Enzymes are biological catalysts which are substances that accelerate a certain chemical reaction. Enzymes are usually large protein molecules with complex structure but within that structure is a specific area called the active site (1). The way the active site is shaped is in such a way that the reactant molecule, usually called the substrate, binds perfectly into the active site just like a lock and key mechanism. Through intermolecular forces such as hydrogen bonding and dispersion forces, the activation energy of the reaction is greatly lowered, thus allowing the reaction to occur at a much faster rate (1). Sucrose for example, is a substrate that binds into the active site just like a key fits perfectly into a lock, where the molecule is held in place due to intermolecular forces and then released from the active site after the reaction has occurred. Therefore, molecular shape plays a crucial role for the reason being that if the molecular shape does not correspond to that of the active site, it will not bind properly and a reaction will not occur. This then leads to the fact that chemical bonds form when electrons pair in order to create that molecular shape.
With this being said perception is one of the most important factors to consider in science and when looking at the world around us. I believe that every one of us have our own perception on everything we see and feel, and when given an idea or thought, our mind is only able to retain what it wants to and creates its' own perception with what it retained. For example, the chair you are sitting on right now can feel and seem so much more different to another person sitting on the same exact chair due to perception and how you allow yourself to see and feel things in different ways. Moreover, for my art project, I created an art piece in which it portrays an enzyme and how an enzyme functions through droplets of perception.

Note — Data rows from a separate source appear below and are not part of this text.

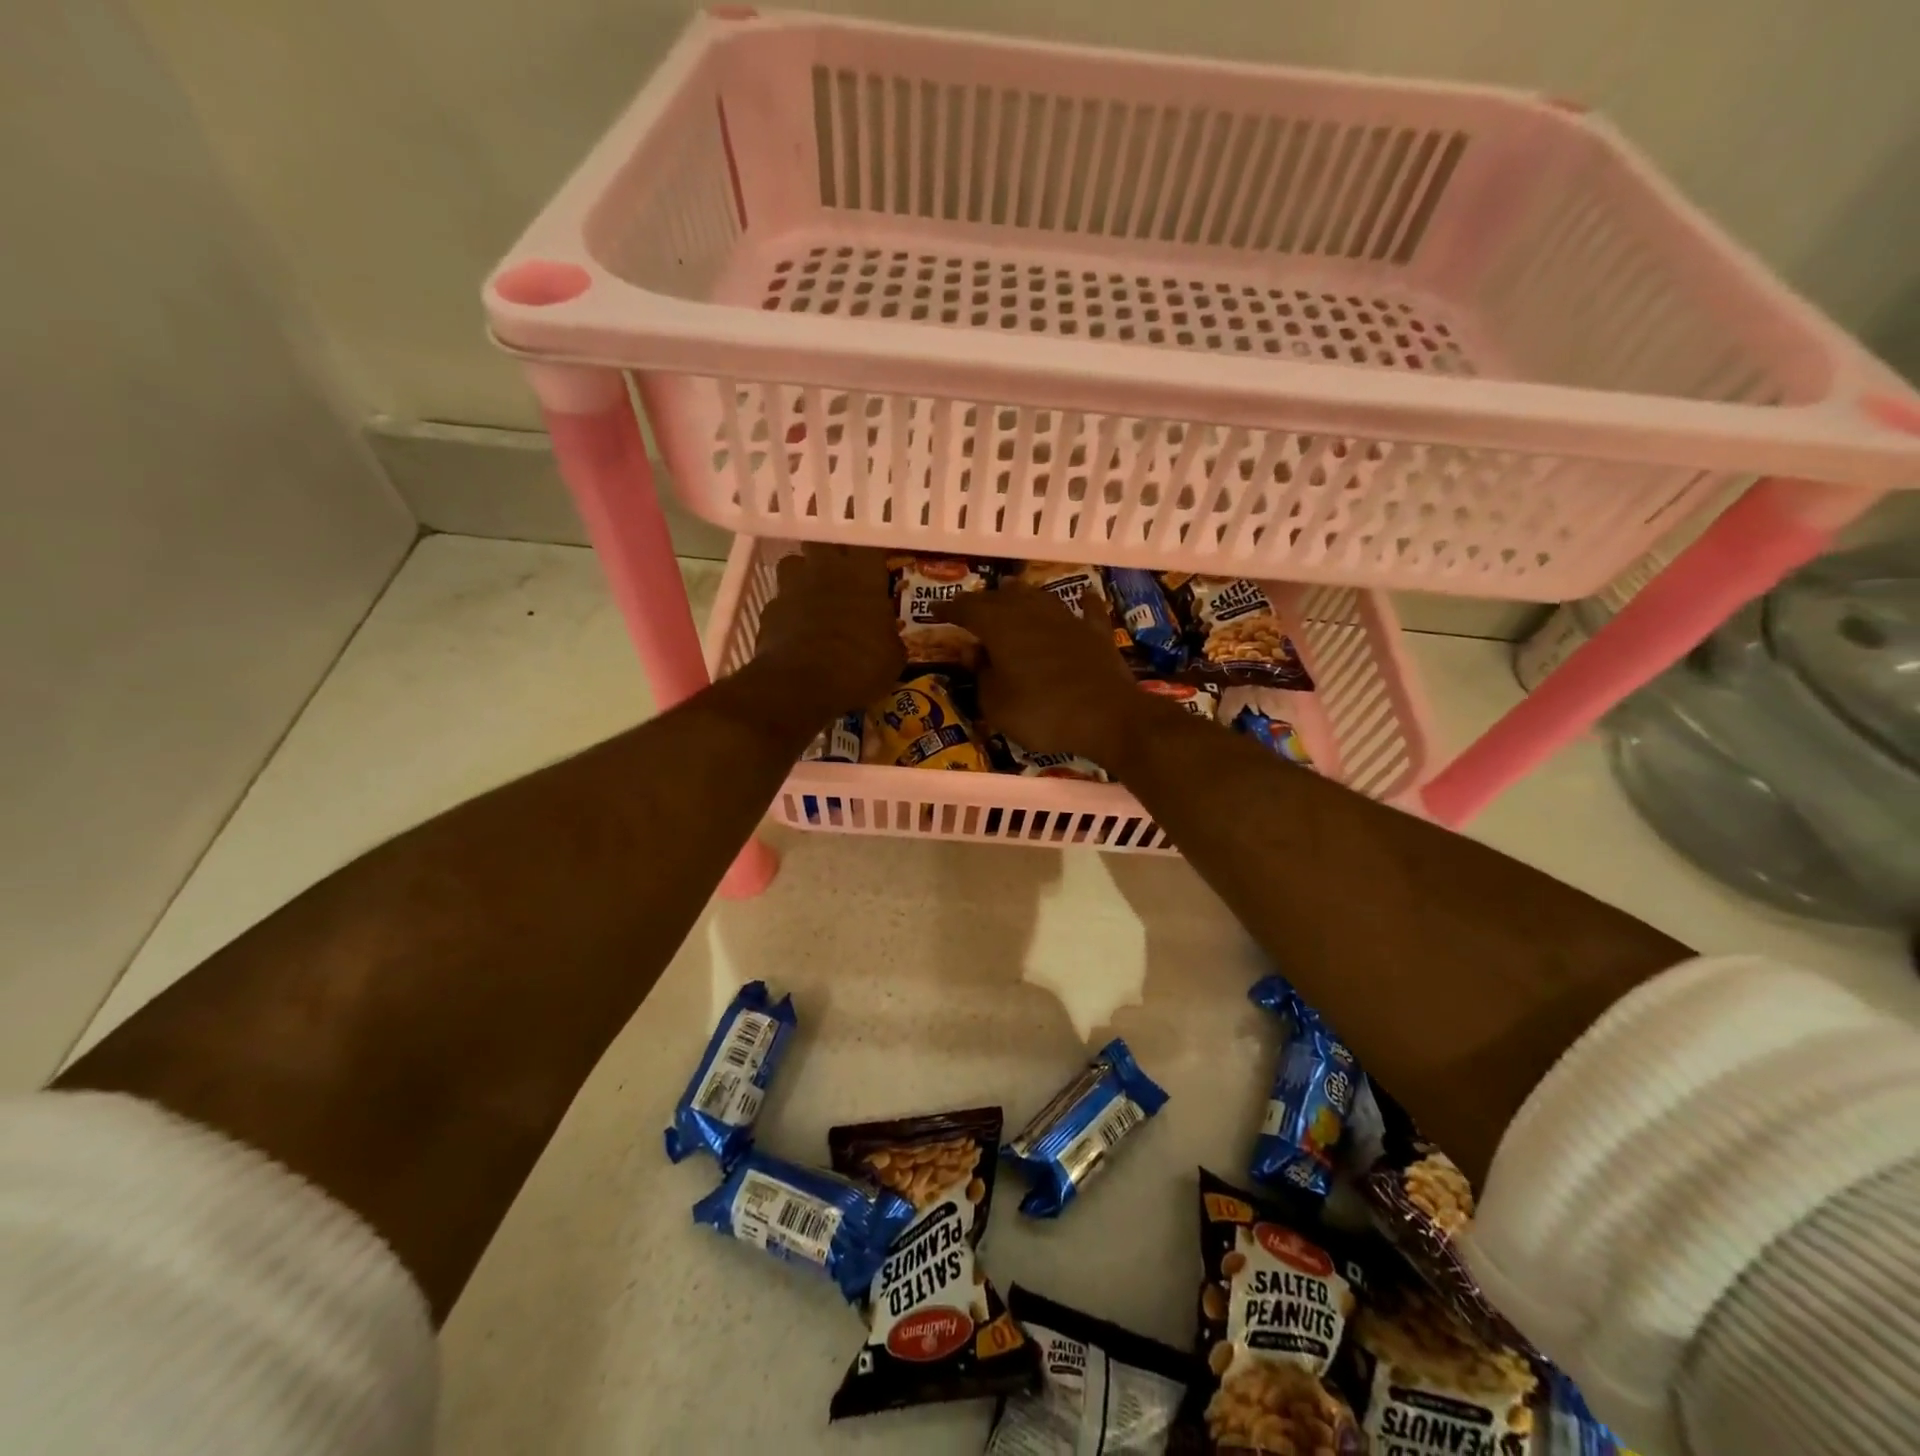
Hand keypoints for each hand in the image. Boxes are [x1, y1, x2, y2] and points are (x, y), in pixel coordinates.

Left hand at [753, 543, 902, 714]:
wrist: (802, 684)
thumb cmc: (860, 666)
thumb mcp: (892, 658)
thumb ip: (889, 637)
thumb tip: (887, 638)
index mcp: (863, 575)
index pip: (870, 545)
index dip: (871, 554)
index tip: (876, 566)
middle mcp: (825, 571)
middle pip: (823, 541)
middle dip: (830, 553)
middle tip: (840, 573)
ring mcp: (792, 588)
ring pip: (793, 563)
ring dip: (802, 575)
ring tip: (812, 596)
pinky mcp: (769, 610)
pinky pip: (779, 601)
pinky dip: (786, 611)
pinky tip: (794, 631)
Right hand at [934, 583, 1147, 770]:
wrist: (1108, 717)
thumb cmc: (1043, 714)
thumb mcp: (996, 706)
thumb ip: (981, 677)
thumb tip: (976, 655)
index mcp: (1001, 627)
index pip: (967, 609)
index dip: (948, 609)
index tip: (935, 613)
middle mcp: (1032, 613)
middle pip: (1001, 597)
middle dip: (982, 601)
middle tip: (969, 609)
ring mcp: (1068, 619)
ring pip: (1039, 596)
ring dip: (1021, 595)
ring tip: (1009, 592)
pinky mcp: (1096, 633)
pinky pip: (1087, 610)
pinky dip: (1082, 603)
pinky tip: (1083, 596)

I chose to represent enzymes as analogous to a droplet of water where the process of a droplet falling into water would be similar to that of a substrate fitting into the active site of an enzyme. When viewing a rain drop falling from the sky at 2000 frames per second, it can be observed that when the droplet encounters a puddle, it seems as if it is being sucked into water and the droplet sits on it for a few milliseconds due to a very thin layer of air between the rain drop and puddle. But as the air is pushed aside, most of the droplet connects with the puddle below. As this process occurs, waves are created at the point of contact and the puddle sweeps upward applying a force on the droplet causing the rain drop to bounce up just like the products are released from the active site. It is also due to surface tension in which the droplet has the ability to pull itself back up form the waves being created. I also chose to illustrate part of the periodic table in which the other non-metals can be found in artificial sweeteners, for an example, to show the process of enzymes and the reaction that takes place. I decided to color only certain elements of the other non-metal groups to exemplify the elements present in artificial sweeteners.
Instead of the typical lock and key mechanism of enzymes that are usually taught and read by many, I wanted to give people a different perception on this phenomenon. My project portrays the idea that the procedure of enzymes can be viewed in many different ways like a droplet of water falling into a puddle. We shouldn't be limited to only ideas that are being taught and we shouldn't be limited from choosing what is right and what is wrong. To be more precise, we should open our minds and creativity as well as immerse ourselves into a world full of imagination as we are learning. I believe that this is how we'll allow ourselves to learn and in particular, acquire an experience of what we're learning at the same time, because we as humans only remember mostly from what we understand profoundly and not just through listening and memorization.
Reference
- Tro NJ. Chemistry A Molecular Approach. 2nd ed. Upper Saddle River (NJ): Pearson; 2011.